CLOSE
Original image
istock

The World’s Top 20 Languages—And The Words English Has Borrowed From Them

Original image
istock

English is known as a magpie language that picks up words from almost every other language and culture it comes in contact with, from Abenaki to Zulu. And although some languages have understandably widened the English vocabulary more than others, modern English dictionaries contain more of a geographical melting pot than ever before. 

Listed here—in order by number of native speakers—are the world’s top 20 languages (according to Ethnologue, a global catalog of the 7000 languages currently in use worldwide). Alongside each entry on the list are just some of the words which English has borrowed from it. 
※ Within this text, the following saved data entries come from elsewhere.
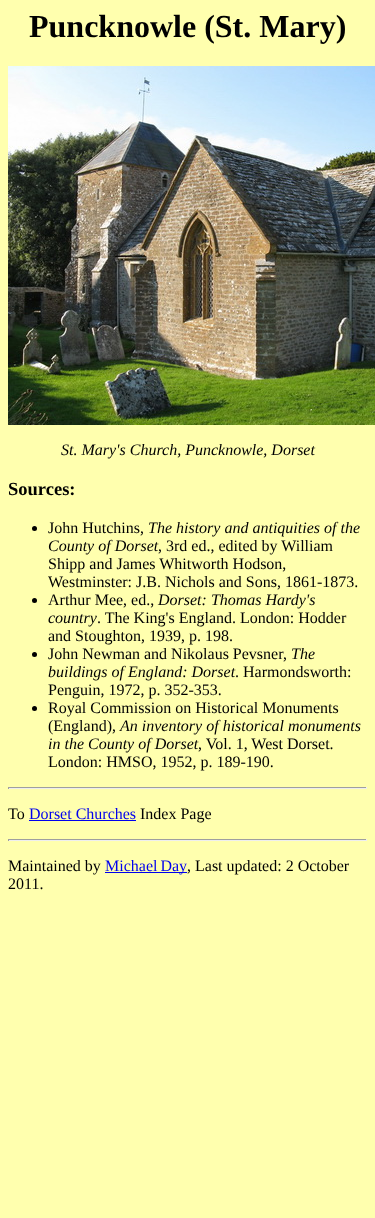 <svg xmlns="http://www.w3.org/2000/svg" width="375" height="1218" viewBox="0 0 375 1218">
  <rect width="100%" height="100%" fill="#ffffae"/>
  <image x="8" y="66" width="367" height="359" href="img/1.png"/>
  <circle cx="34.5" cy="528.5" r="2.5" fill="#000"/>
  <circle cx="34.5" cy="600.5" r="2.5" fill="#000"/>
  <circle cx="34.5" cy="654.5" r="2.5" fill="#000"/>
  <circle cx="34.5" cy="708.5" r="2.5" fill="#000"/>
  <path d="M8 787h359v1H8z" fill="#9f9f9f"/>
  <path d="M366 787h1v2H366z" fill="#eee"/>
  <path d="M8 788h359v1H8z" fill="#eee"/>
  <path d="M8 787h1v2H8z" fill="#9f9f9f"/>
  <path d="M29 820h107v1H29z" fill="#00e"/>
  <path d="M8 839h359v1H8z" fill="#9f9f9f"/>
  <path d="M366 839h1v2H366z" fill="#eee"/>
  <path d="M8 840h359v1H8z" fill="#eee"/>
  <path d="M8 839h1v2H8z" fill="#9f9f9f"/>
  <path d="M105 872h82v1H105z" fill="#00e"/>
  <text x="29" y="37" font-family="Liberation Serif" font-size="32" font-weight="bold" fill="#000">Puncknowle (St. Mary)</text>
  <text x="61" y="455" font-family="Liberation Serif" font-size="16" font-style="italic" fill="#000">St. Mary's Church, Puncknowle, Dorset</text>
  <text x="8" y="495" font-family="Liberation Serif" font-size="18.5" font-weight="bold" fill="#000">Sources:</text>
  <text x="48" y="533" font-family="Liberation Serif" font-size="16" fill="#000">John Hutchins,</text>
  <g font-family="Liberation Serif" font-size="16" font-style="italic" fill="#000">
    <text x="148" y="533">The history and antiquities of the</text>
    <text x="48" y="551">County of Dorset</text>
  </g>
  <g font-family="Liberation Serif" font-size="16" fill="#000">
    <text x="158" y="551">, 3rd ed., edited by William</text>
    <text x="48" y="569">Shipp and James Whitworth Hodson,</text>
    <text x="48" y="587">Westminster: J.B. Nichols and Sons, 1861-1873.</text>
    <text x="48" y="605">Arthur Mee, ed.,</text>
  </g>
  <g font-family="Liberation Serif" font-size="16" font-style="italic" fill="#000">
    <text x="158" y="605">Dorset: Thomas Hardy's</text>
    <text x="48" y="623">country</text>
  </g>
  <g font-family="Liberation Serif" font-size="16" fill="#000">
    <text x="97" y="623">. The King's England. London: Hodder</text>
    <text x="48" y="641">and Stoughton, 1939, p. 198.</text>
    <text x="48" y="659">John Newman and Nikolaus Pevsner,</text>
  </g>
  <g font-family="Liberation Serif" font-size="16" font-style="italic" fill="#000">
    <text x="291" y="659">The</text>
    <text x="48" y="677">buildings of England: Dorset</text>
  </g>
  <g font-family="Liberation Serif" font-size="16" fill="#000">
    <text x="235" y="677">. Harmondsworth:</text>
    <text x="48" y="695">Penguin, 1972, p. 352-353.</text>
    <text x="48" y="713">Royal Commission on Historical Monuments</text>
    <text x="48" y="731">(England),</text>
  </g>
  <g font-family="Liberation Serif" font-size="16" font-style="italic" fill="#000">
    <text x="120" y="731">An inventory of historical monuments</text>
    <text x="48" y="749">in the County of Dorset</text>
  </g>
  <g font-family="Liberation Serif" font-size="16" fill="#000">
    <text x="198" y="749">, Vol. 1, West Dorset.</text>
    <text x="48" y="767">London: HMSO, 1952, p. 189-190.</text>
    <text x="8" y="819">To</text>
  </g>
  <text x="29" y="819" font-family="Liberation Serif" font-size="16" fill="#00e">Dorset Churches</text>
  <g font-family="Liberation Serif" font-size="16" fill="#000">
    <text x="140" y="819">Index Page</text>
    <text x="8" y="871">Maintained by</text>
  </g>
  <text x="105" y="871" word-spacing="-1" font-family="Liberation Serif" font-size="16" fill="#00e">Michael Day</text>
  <g font-family="Liberation Serif" font-size="16" fill="#000">
    <text x="187" y="871">, Last updated: 2 October</text>
    <text x="8" y="889">2011.</text>
  </g>
</svg>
1. CHINESE: 1197 million native speakers (MANDARIN: 848 million)

Linguistically speaking, Chinese is a “macrolanguage” that encompasses dozens of different forms and dialects that together have just short of 1.2 billion native speakers. By far the most widely spoken variety of Chinese, however, is Mandarin, with 848 million speakers alone—or roughly 70 percent of China’s entire population. According to the Oxford English Dictionary, Chinese words have been recorded in English since the mid-16th century, with the earliest examples including the likes of tai chi (1736), ginseng (1634), yin and yang (1671), kumquat (1699) and feng shui (1797). One of the earliest of all is lychee (1588). 

2. SPANISH: 399 million

One quarter of the world’s 399 million Spanish speakers live in Mexico, although other important Hispanophone countries include Colombia (41 million), Argentina (38.8 million), and Venezuela (26.3 million); there are almost as many native Spanish speakers in the United States (34.2 million) as there are in Spain (38.4 million). In English, Spanish loanwords are characterized by terms from weaponry and the military (guerrilla, flotilla, armada, machete), animal names (chinchilla, alligator, cockroach, iguana), and terms from food and drink (potato, banana, anchovy, vanilla).

3. ENGLISH: 335 million

According to Ethnologue, the English language’s 335 million native speakers include 225 million in the United States, 55 million in the United Kingdom, 19 million in Canada, 15 million in Australia, and just short of 4 million in New Zealand. But English is one of the world’s most widespread languages: mother-tongue speakers are recorded in 101 different countries and territories worldwide, 94 of which class it as an official language. Moreover, if the number of people who use English as a second language or lingua franca were included, the global total of English speakers would easily rise to over one billion. 

4. HINDI: 260 million

The world’s 260 million native Hindi speakers are mainly found in India and Nepal, while an estimated 120 million more people in India use Hindi as a second language. As with all Indian languages, a great many Hindi loanwords found in English were adopted during the British Raj in the 19th and early 20th centuries, but long before then the likes of rupee (1612), guru (1613), pilau (1609), pukka (1619), myna (1620) and juggernaut (1638) had already begun to appear in English texts. 

5. ARABIC: 242 million

Like Chinese, Arabic is technically another macrolanguage whose 242 million native speakers—spread across 60 different countries worldwide—use a range of different forms and varieties. The first Arabic loanwords in English date from the 14th century, although many of the earliest examples are fairly rare and obsolete words like alkanet (a type of dye, 1343) and hardun (an Egyptian agama lizard, 1398). Among the more familiar Arabic contributions to English are hashish (1598), sheikh (1577), and kebab (1698).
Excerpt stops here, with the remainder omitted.